### Required work
Transcribe the following records in full, exactly as shown.

### Record excerpts
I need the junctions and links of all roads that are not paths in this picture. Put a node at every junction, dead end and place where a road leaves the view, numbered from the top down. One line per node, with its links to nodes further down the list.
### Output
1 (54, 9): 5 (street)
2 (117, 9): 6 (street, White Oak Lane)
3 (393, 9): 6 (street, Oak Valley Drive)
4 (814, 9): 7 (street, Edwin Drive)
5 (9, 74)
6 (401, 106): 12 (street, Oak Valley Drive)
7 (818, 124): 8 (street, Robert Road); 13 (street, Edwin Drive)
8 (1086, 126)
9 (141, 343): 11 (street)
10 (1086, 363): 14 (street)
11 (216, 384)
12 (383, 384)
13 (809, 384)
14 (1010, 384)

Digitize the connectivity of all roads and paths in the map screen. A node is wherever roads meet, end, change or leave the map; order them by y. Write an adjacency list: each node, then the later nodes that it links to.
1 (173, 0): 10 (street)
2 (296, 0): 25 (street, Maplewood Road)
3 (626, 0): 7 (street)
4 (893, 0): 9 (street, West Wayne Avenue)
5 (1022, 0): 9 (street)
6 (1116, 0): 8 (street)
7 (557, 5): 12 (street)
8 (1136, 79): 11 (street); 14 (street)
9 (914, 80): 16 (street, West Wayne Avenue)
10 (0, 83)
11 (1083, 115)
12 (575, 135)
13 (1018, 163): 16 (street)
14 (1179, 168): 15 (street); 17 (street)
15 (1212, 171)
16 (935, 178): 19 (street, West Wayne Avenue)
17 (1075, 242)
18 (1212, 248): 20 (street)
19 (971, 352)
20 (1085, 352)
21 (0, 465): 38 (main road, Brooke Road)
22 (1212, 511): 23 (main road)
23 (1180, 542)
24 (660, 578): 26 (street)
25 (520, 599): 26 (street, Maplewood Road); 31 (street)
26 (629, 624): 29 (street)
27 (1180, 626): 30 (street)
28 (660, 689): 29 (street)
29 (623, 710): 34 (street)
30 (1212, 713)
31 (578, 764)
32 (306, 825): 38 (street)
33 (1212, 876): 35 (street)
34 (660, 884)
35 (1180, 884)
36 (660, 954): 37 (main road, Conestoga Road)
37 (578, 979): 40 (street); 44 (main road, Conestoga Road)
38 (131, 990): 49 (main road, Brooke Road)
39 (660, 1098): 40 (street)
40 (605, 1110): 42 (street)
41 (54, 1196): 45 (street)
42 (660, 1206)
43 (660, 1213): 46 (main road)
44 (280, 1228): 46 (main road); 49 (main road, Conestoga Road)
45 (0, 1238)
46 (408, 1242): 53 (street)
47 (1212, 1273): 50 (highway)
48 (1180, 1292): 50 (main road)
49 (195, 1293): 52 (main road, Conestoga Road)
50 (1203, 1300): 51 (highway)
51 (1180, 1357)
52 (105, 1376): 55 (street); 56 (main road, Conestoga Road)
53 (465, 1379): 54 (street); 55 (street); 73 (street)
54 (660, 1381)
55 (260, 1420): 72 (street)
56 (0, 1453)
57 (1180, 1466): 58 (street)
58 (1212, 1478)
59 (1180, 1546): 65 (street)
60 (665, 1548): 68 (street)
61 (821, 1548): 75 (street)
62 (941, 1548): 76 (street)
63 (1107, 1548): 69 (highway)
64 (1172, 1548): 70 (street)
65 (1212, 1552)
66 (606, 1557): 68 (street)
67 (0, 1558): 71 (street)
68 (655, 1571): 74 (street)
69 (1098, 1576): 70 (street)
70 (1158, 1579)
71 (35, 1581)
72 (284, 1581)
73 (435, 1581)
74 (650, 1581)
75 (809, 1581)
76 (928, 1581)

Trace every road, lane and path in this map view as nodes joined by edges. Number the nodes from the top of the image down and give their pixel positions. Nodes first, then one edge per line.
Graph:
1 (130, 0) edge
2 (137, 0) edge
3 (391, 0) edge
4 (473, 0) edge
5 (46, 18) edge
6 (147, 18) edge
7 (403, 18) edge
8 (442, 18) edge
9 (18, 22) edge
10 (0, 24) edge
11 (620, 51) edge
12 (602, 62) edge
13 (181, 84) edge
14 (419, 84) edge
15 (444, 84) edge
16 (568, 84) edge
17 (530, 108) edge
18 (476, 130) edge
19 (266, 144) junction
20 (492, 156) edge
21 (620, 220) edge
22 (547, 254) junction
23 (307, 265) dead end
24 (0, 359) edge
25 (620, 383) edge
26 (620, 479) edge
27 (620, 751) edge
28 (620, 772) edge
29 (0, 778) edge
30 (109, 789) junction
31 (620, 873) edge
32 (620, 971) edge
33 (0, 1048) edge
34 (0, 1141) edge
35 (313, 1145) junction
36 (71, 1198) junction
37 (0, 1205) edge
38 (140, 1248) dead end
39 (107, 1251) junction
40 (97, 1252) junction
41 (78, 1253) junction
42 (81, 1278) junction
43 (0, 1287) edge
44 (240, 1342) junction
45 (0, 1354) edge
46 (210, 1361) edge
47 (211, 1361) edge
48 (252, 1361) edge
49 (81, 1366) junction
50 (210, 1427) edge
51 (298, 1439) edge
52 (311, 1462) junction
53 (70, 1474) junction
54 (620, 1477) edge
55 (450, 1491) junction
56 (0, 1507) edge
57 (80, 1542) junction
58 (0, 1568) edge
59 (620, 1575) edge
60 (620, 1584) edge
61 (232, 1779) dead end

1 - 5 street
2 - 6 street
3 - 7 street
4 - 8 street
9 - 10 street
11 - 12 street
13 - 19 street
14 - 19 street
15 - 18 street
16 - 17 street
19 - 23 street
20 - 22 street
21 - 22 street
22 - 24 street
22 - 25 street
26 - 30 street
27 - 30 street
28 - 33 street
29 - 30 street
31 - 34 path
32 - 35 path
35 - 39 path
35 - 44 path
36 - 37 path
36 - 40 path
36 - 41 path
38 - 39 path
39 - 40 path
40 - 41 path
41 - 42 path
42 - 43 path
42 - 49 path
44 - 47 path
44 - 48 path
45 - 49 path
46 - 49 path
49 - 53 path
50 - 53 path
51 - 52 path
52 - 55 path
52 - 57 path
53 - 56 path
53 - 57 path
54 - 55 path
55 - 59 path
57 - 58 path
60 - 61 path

### Answer box
I need the junctions and links of all roads that are not paths in this picture. Put a node at every junction, dead end and place where a road leaves the view, numbered from the top down. One line per node, with its links to nodes further down the list.
### Output
1 (54, 9): 5 (street)
2 (117, 9): 6 (street, White Oak Lane)
3 (393, 9): 6 (street, Oak Valley Drive)
4 (814, 9): 7 (street, Edwin Drive)
5 (9, 74)
6 (401, 106): 12 (street, Oak Valley Drive)
7 (818, 124): 8 (street, Robert Road); 13 (street, Edwin Drive)
8 (1086, 126)
9 (141, 343): 11 (street)
10 (1086, 363): 14 (street)
11 (216, 384)
12 (383, 384)
13 (809, 384)
14 (1010, 384)

Digitize the connectivity of all roads and paths in the map screen. A node is wherever roads meet, end, change or leave the map; order them by y. Write an adjacency list: each node, then the later nodes that it links to.
1 (173, 0): 10 (street)
2 (296, 0): 25 (street, Maplewood Road)
3 (626, 0): 7 (street)
4 (893, 0): 9 (street, West Wayne Avenue)
5 (1022, 0): 9 (street)
6 (1116, 0): 8 (street)
7 (557, 5): 12 (street)
8 (1136, 79): 11 (street); 14 (street)
9 (914, 80): 16 (street, West Wayne Avenue)
10 (0, 83)
11 (1083, 115)
12 (575, 135)
13 (1018, 163): 16 (street)
14 (1179, 168): 15 (street); 17 (street)
15 (1212, 171)
16 (935, 178): 19 (street, West Wayne Avenue)
17 (1075, 242)
18 (1212, 248): 20 (street)
19 (971, 352)
20 (1085, 352)
21 (0, 465): 38 (main road, Brooke Road)
22 (1212, 511): 23 (main road)
23 (1180, 542)
24 (660, 578): 26 (street)
25 (520, 599): 26 (street, Maplewood Road); 31 (street)
26 (629, 624): 29 (street)
27 (1180, 626): 30 (street)
28 (660, 689): 29 (street)
29 (623, 710): 34 (street)
30 (1212, 713)
31 (578, 764)
32 (306, 825): 38 (street)
33 (1212, 876): 35 (street)
34 (660, 884)
35 (1180, 884)
36 (660, 954): 37 (main road, Conestoga Road)
37 (578, 979): 40 (street); 44 (main road, Conestoga Road)
38 (131, 990): 49 (main road, Brooke Road)
39 (660, 1098): 40 (street)
40 (605, 1110): 42 (street)
41 (54, 1196): 45 (street)
42 (660, 1206)
43 (660, 1213): 46 (main road)
44 (280, 1228): 46 (main road); 49 (main road, Conestoga Road)
45 (0, 1238)
46 (408, 1242): 53 (street)
47 (1212, 1273): 50 (highway)
48 (1180, 1292): 50 (main road)
49 (195, 1293): 52 (main road, Conestoga Road)
50 (1203, 1300): 51 (highway)
51 (1180, 1357)
52 (105, 1376): 55 (street); 56 (main road, Conestoga Road)
53 (465, 1379): 54 (street); 55 (street); 73 (street)
54 (660, 1381)
55 (260, 1420): 72 (street)
56 (0, 1453)
57 (1180, 1466): 58 (street)
58 (1212, 1478)
59 (1180, 1546): 65 (street)
60 (665, 1548): 68 (street)
61 (821, 1548): 75 (street)
62 (941, 1548): 76 (street)
63 (1107, 1548): 69 (highway)
64 (1172, 1548): 70 (street)
65 (1212, 1552)
66 (606, 1557): 68 (street)
67 (0, 1558): 71 (street)
68 (655, 1571): 74 (street)
69 (1098, 1576): 70 (street)
70 (1158, 1579)
71 (35, 1581)
72 (284, 1581)
73 (435, 1581)
74 (650, 1581)
75 (809, 1581)
76 (928, 1581)

Trace every road, lane and path in this map view as nodes joined by edges. Number the nodes from the top of the image down and give their pixel positions. Nodes first, then one edge per line.
Graph:
1 (130, 0) edge
2 (137, 0) edge
3 (391, 0) edge
4 (473, 0) edge
5 (46, 18) edge
6 (147, 18) edge
7 (403, 18) edge
8 (442, 18) edge
9 (18, 22) edge
10 (0, 24) edge
11 (620, 51) edge
12 (602, 62) edge
13 (181, 84) edge
14 (419, 84) edge
15 (444, 84) edge
16 (568, 84) edge
17 (530, 108) edge
18 (476, 130) edge
19 (266, 144) junction
20 (492, 156) edge
21 (620, 220) edge
22 (547, 254) junction
23 (307, 265) dead end
24 (0, 359) edge
25 (620, 383) edge
26 (620, 479) edge
27 (620, 751) edge
28 (620, 772) edge
29 (0, 778) edge
30 (109, 789) junction
31 (620, 873) edge
32 (620, 971) edge
33 (0, 1048) edge
34 (0, 1141) edge
35 (313, 1145) junction
36 (71, 1198) junction
37 (0, 1205) edge
38 (140, 1248) dead end
39 (107, 1251) junction
40 (97, 1252) junction
41 (78, 1253) junction
42 (81, 1278) junction
43 (0, 1287) edge
44 (240, 1342) junction
45 (0, 1354) edge
46 (210, 1361) edge
47 (211, 1361) edge
48 (252, 1361) edge
49 (81, 1366) junction
50 (210, 1427) edge
51 (298, 1439) edge
52 (311, 1462) junction
53 (70, 1474) junction
54 (620, 1477) edge
55 (450, 1491) junction
56 (0, 1507) edge
57 (80, 1542) junction
58 (0, 1568) edge
59 (620, 1575) edge
60 (620, 1584) edge
61 (232, 1779) dead end

1 - 5 street
2 - 6 street
3 - 7 street
4 - 8 street
9 - 10 street
11 - 12 street
13 - 19 street
14 - 19 street
15 - 18 street
16 - 17 street
19 - 23 street
20 - 22 street
21 - 22 street
22 - 24 street
22 - 25 street
26 - 30 street
27 - 30 street
28 - 33 street
29 - 30 street
31 - 34 path
32 - 35 path
35 - 39 path
35 - 44 path
36 - 37 path
36 - 40 path
36 - 41 path
38 - 39 path
39 - 40 path
40 - 41 path
41 - 42 path
42 - 43 path
42 - 49 path
44 - 47 path
44 - 48 path
45 - 49 path
46 - 49 path
49 - 53 path
50 - 53 path
51 - 52 path
52 - 55 path
52 - 57 path
53 - 56 path
53 - 57 path
54 - 55 path
55 - 59 path
57 - 58 path
60 - 61 path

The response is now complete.